Assignment =>
Extract every line below, verbatim.

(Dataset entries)
* * * * * * * * *

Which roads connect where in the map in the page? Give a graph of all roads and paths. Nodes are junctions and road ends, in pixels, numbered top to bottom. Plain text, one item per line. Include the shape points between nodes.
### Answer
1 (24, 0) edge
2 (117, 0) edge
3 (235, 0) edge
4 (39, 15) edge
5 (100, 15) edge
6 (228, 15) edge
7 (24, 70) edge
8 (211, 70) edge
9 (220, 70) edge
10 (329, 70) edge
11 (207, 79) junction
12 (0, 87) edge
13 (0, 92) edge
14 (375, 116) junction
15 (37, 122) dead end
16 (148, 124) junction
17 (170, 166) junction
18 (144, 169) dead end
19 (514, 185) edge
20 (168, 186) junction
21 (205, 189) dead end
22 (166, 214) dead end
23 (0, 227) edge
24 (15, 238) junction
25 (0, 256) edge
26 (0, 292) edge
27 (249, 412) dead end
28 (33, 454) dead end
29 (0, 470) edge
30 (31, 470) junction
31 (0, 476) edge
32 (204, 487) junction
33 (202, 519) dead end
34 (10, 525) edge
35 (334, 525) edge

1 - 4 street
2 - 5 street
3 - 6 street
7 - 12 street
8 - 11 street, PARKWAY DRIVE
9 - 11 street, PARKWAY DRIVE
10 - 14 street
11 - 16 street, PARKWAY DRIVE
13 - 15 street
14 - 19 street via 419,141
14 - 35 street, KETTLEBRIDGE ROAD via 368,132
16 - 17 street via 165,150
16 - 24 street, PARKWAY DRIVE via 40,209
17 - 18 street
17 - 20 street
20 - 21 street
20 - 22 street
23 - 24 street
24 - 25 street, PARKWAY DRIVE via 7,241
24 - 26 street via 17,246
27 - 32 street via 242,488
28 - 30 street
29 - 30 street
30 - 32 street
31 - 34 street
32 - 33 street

* * * * * * * * *

Task solution =>
Which roads connect where in the map in the page? Give a graph of all roads and paths. Nodes are junctions and road ends, in pixels, numbered top to bottom. Plain text, one item per line. Include the shape points between nodes.
### Answer
1 (24, 0) edge
2 (117, 0) edge
3 (235, 0) edge
4 (39, 15) edge
5 (100, 15) edge
6 (228, 15) edge
7 (24, 70) edge
8 (211, 70) edge
9 (220, 70) edge
10 (329, 70) edge
11 (207, 79) junction
12 (0, 87) edge
13 (0, 92) edge
14 (375, 116) junction
15 (37, 122) dead end
16 (148, 124) junction
17 (170, 166) junction
18 (144, 169) dead end
19 (514, 185) edge
20 (168, 186) junction
21 (205, 189) dead end
22 (166, 214) dead end
23 (0, 227) edge
24 (15, 238) junction
25 (0, 256) edge
26 (0, 292) edge
27 (249, 412) dead end
28 (33, 454) dead end
29 (0, 470) edge
30 (31, 470) junction
31 (0, 476) edge
32 (204, 487) junction
33 (202, 519) dead end
34 (10, 525) edge
35 (334, 525) edge

1 - 4 street
2 - 5 street
3 - 6 street
7 - 12 street
8 - 11 street, PARKWAY DRIVE
9 - 11 street, PARKWAY DRIVE
10 - 14 street
11 - 16 street, PARKWAY DRIVE
13 - 15 street
14 - 19 street via 419,141
14 - 35 street, KETTLEBRIDGE ROAD via 368,132
16 - 17 street via 165,150
16 - 24 street, PARKWAY DRIVE via 40,209
17 - 18 street
17 - 20 street
20 - 21 street
20 - 22 street
23 - 24 street
24 - 25 street, PARKWAY DRIVE via 7,241
24 - 26 street via 17,246
27 - 32 street via 242,488
28 - 30 street
29 - 30 street
30 - 32 street
31 - 34 street
32 - 33 street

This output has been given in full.